*EXERCISE DESCRIPTION*.
Look through the entries for the string "Acácias", and copy each line that holds it.

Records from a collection
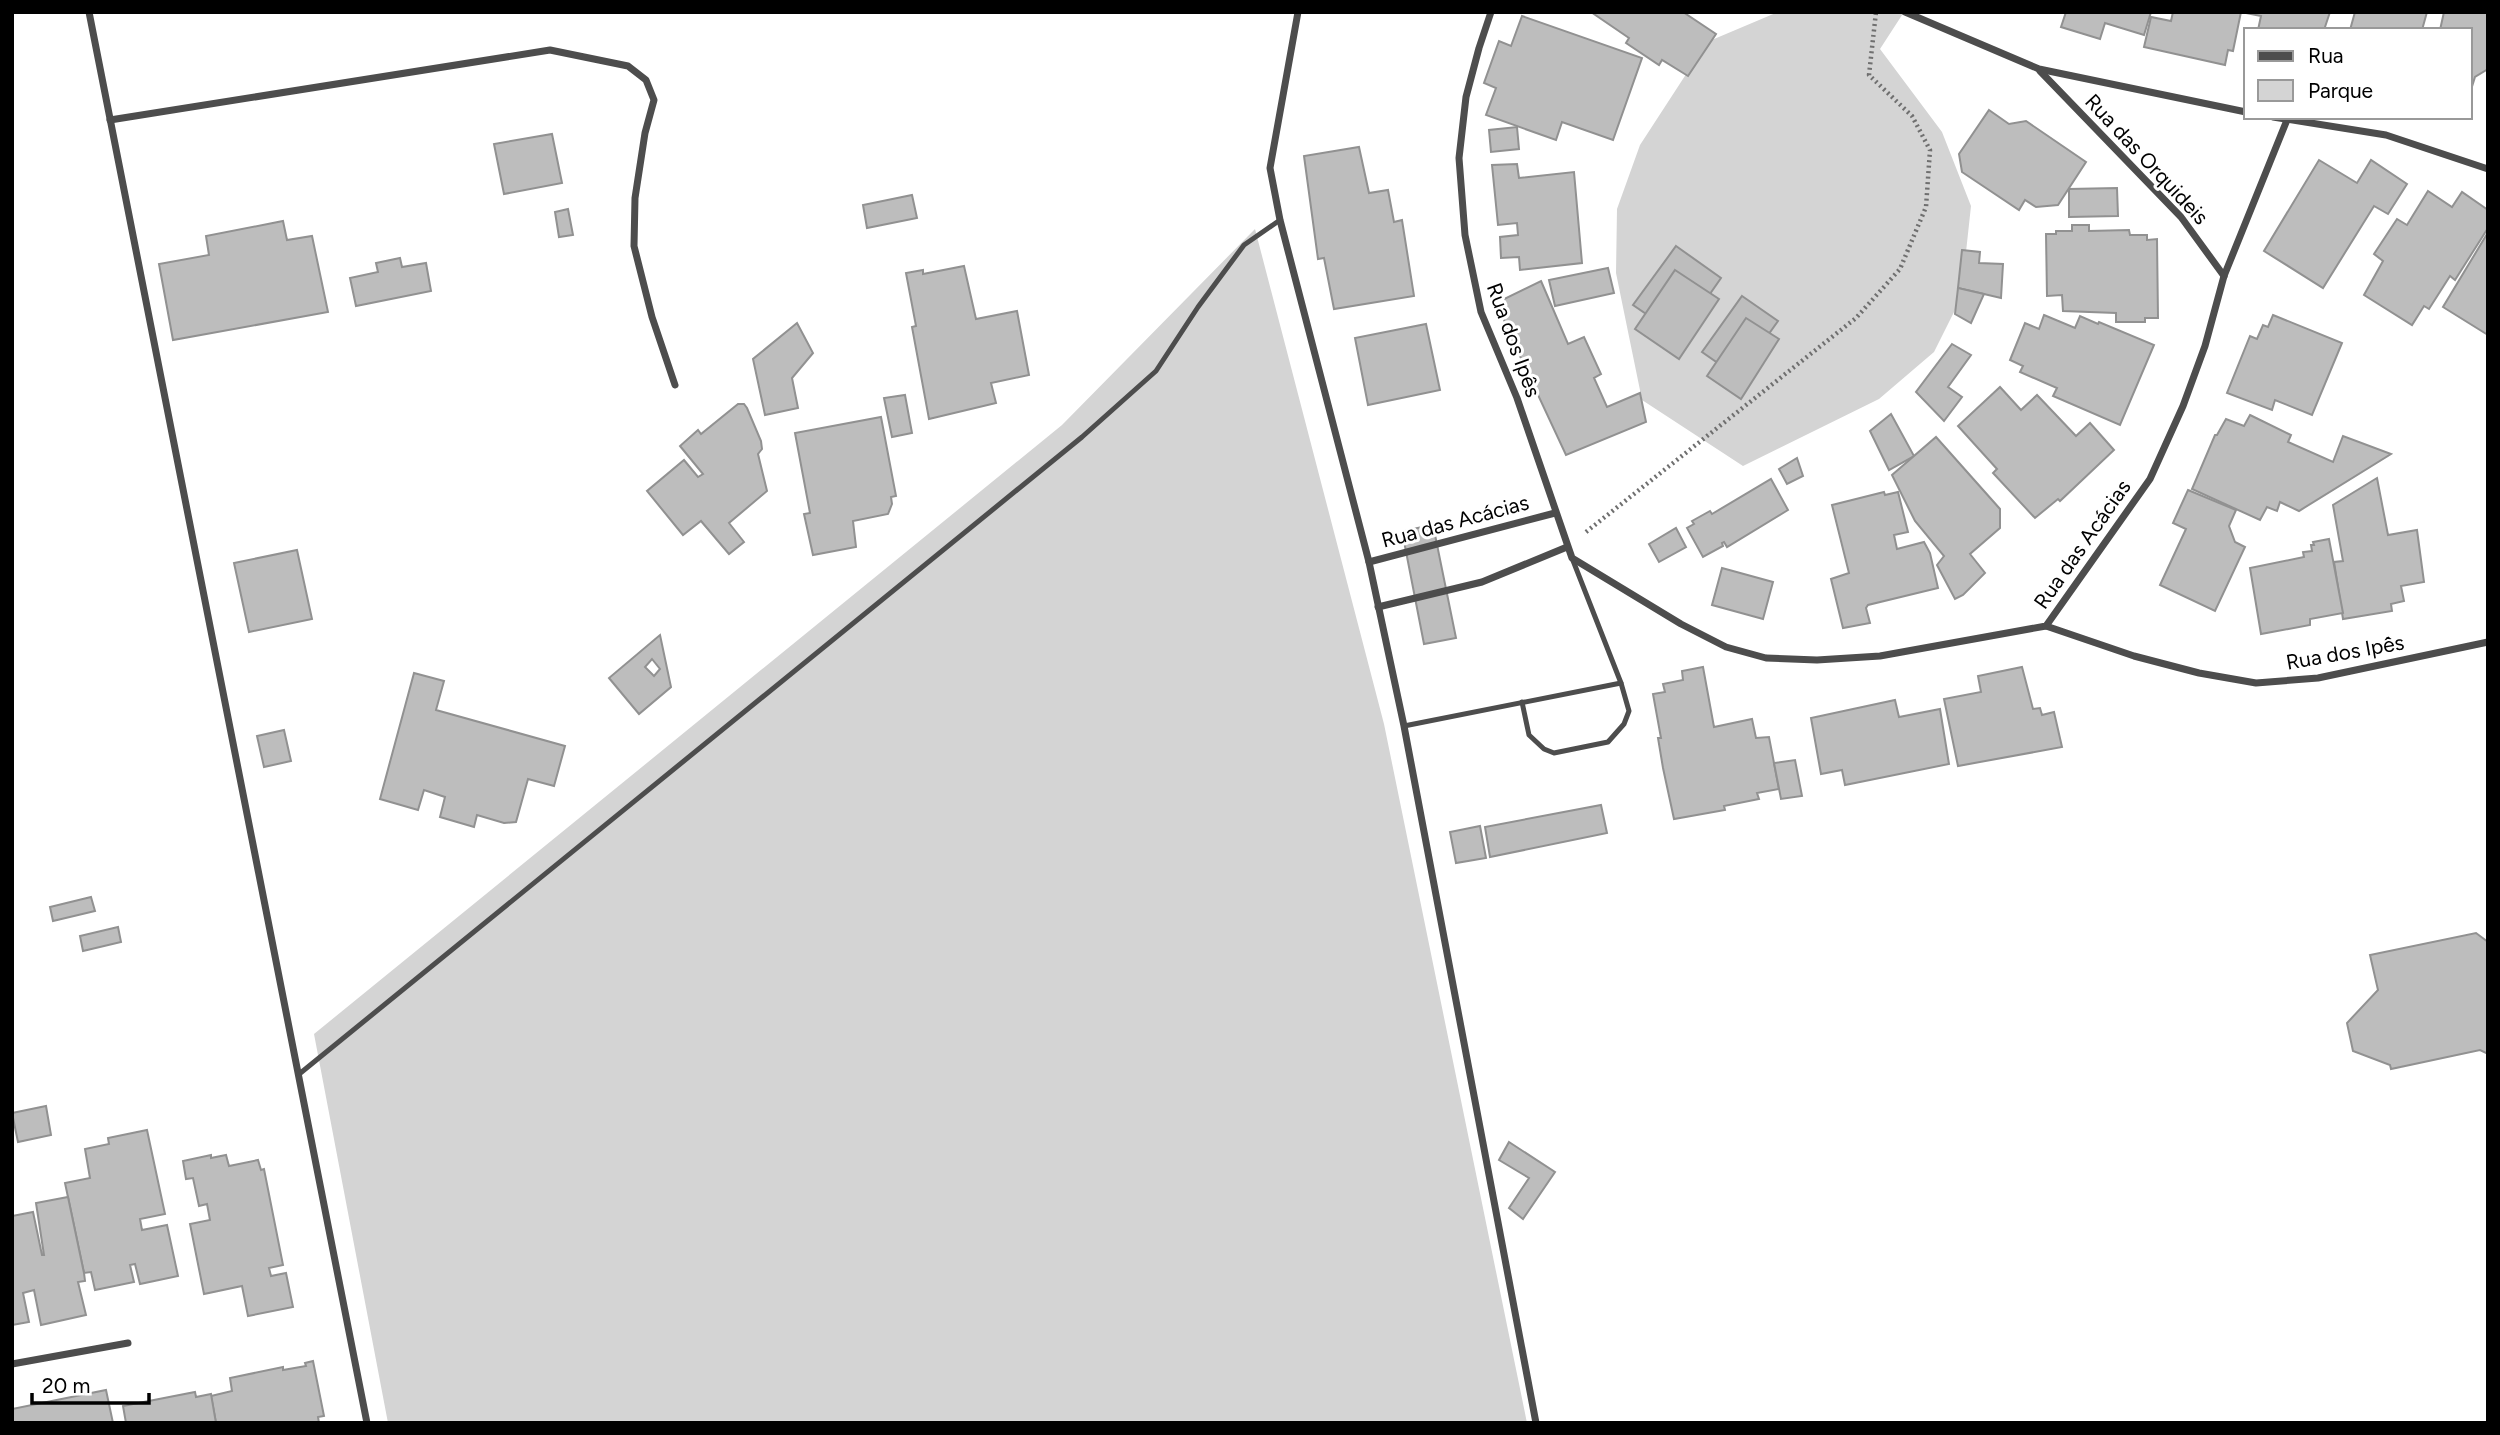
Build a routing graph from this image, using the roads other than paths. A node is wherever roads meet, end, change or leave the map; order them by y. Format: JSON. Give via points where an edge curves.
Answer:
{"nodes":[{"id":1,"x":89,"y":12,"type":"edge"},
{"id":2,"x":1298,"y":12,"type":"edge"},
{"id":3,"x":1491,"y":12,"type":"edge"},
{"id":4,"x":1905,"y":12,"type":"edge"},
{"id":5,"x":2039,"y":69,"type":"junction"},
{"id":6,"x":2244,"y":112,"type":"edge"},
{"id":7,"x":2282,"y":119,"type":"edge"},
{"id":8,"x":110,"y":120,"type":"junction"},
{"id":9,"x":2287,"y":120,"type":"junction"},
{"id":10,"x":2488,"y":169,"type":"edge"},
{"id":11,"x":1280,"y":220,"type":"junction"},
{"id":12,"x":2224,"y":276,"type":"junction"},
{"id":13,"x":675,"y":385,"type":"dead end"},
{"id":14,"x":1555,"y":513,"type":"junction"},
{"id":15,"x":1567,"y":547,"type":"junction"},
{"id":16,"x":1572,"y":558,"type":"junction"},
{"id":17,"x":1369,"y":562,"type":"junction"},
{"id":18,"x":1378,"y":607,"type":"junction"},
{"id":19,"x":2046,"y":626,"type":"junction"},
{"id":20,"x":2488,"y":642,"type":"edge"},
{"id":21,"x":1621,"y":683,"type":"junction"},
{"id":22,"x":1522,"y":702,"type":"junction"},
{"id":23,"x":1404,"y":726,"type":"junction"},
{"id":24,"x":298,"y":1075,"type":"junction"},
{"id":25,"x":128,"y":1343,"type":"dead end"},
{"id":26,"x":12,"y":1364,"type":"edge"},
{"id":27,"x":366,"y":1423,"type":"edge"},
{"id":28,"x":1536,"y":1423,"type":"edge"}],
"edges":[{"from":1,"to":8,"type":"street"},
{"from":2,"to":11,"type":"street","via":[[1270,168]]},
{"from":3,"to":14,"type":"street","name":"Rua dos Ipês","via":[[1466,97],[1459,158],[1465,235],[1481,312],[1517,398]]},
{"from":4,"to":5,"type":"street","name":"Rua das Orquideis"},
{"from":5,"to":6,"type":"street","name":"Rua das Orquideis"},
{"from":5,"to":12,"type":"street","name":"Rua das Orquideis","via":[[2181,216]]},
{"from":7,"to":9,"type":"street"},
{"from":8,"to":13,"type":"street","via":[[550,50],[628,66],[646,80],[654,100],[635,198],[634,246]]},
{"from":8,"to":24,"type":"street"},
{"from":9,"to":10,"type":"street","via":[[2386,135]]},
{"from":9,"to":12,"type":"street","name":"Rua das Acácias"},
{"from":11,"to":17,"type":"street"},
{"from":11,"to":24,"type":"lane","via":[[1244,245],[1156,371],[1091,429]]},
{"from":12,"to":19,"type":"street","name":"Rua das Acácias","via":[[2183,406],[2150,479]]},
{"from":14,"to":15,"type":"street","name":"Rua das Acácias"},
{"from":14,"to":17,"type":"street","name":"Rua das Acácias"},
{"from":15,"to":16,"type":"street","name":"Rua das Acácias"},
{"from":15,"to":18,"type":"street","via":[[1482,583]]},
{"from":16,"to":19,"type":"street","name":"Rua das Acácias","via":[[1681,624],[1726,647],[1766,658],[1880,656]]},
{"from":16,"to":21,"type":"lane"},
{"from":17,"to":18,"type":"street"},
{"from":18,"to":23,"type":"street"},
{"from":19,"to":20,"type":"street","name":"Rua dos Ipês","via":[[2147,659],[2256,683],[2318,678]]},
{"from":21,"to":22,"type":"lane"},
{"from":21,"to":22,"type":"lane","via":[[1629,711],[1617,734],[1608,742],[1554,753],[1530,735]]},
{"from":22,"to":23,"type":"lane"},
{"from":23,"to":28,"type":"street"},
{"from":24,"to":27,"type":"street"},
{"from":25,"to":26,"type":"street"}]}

*EXERCISE SOLUTION*.
{"from":9,"to":12,"type":"street","name":"Rua das Acácias"},
{"from":12,"to":19,"type":"street","name":"Rua das Acácias","via":[[2183,406],[2150,479]]},
{"from":14,"to":15,"type":"street","name":"Rua das Acácias"},
{"from":14,"to":17,"type":"street","name":"Rua das Acácias"},
{"from":15,"to":16,"type":"street","name":"Rua das Acácias"},
{"from":16,"to":19,"type":"street","name":"Rua das Acácias","via":[[1681,624],[1726,647],[1766,658],[1880,656]]},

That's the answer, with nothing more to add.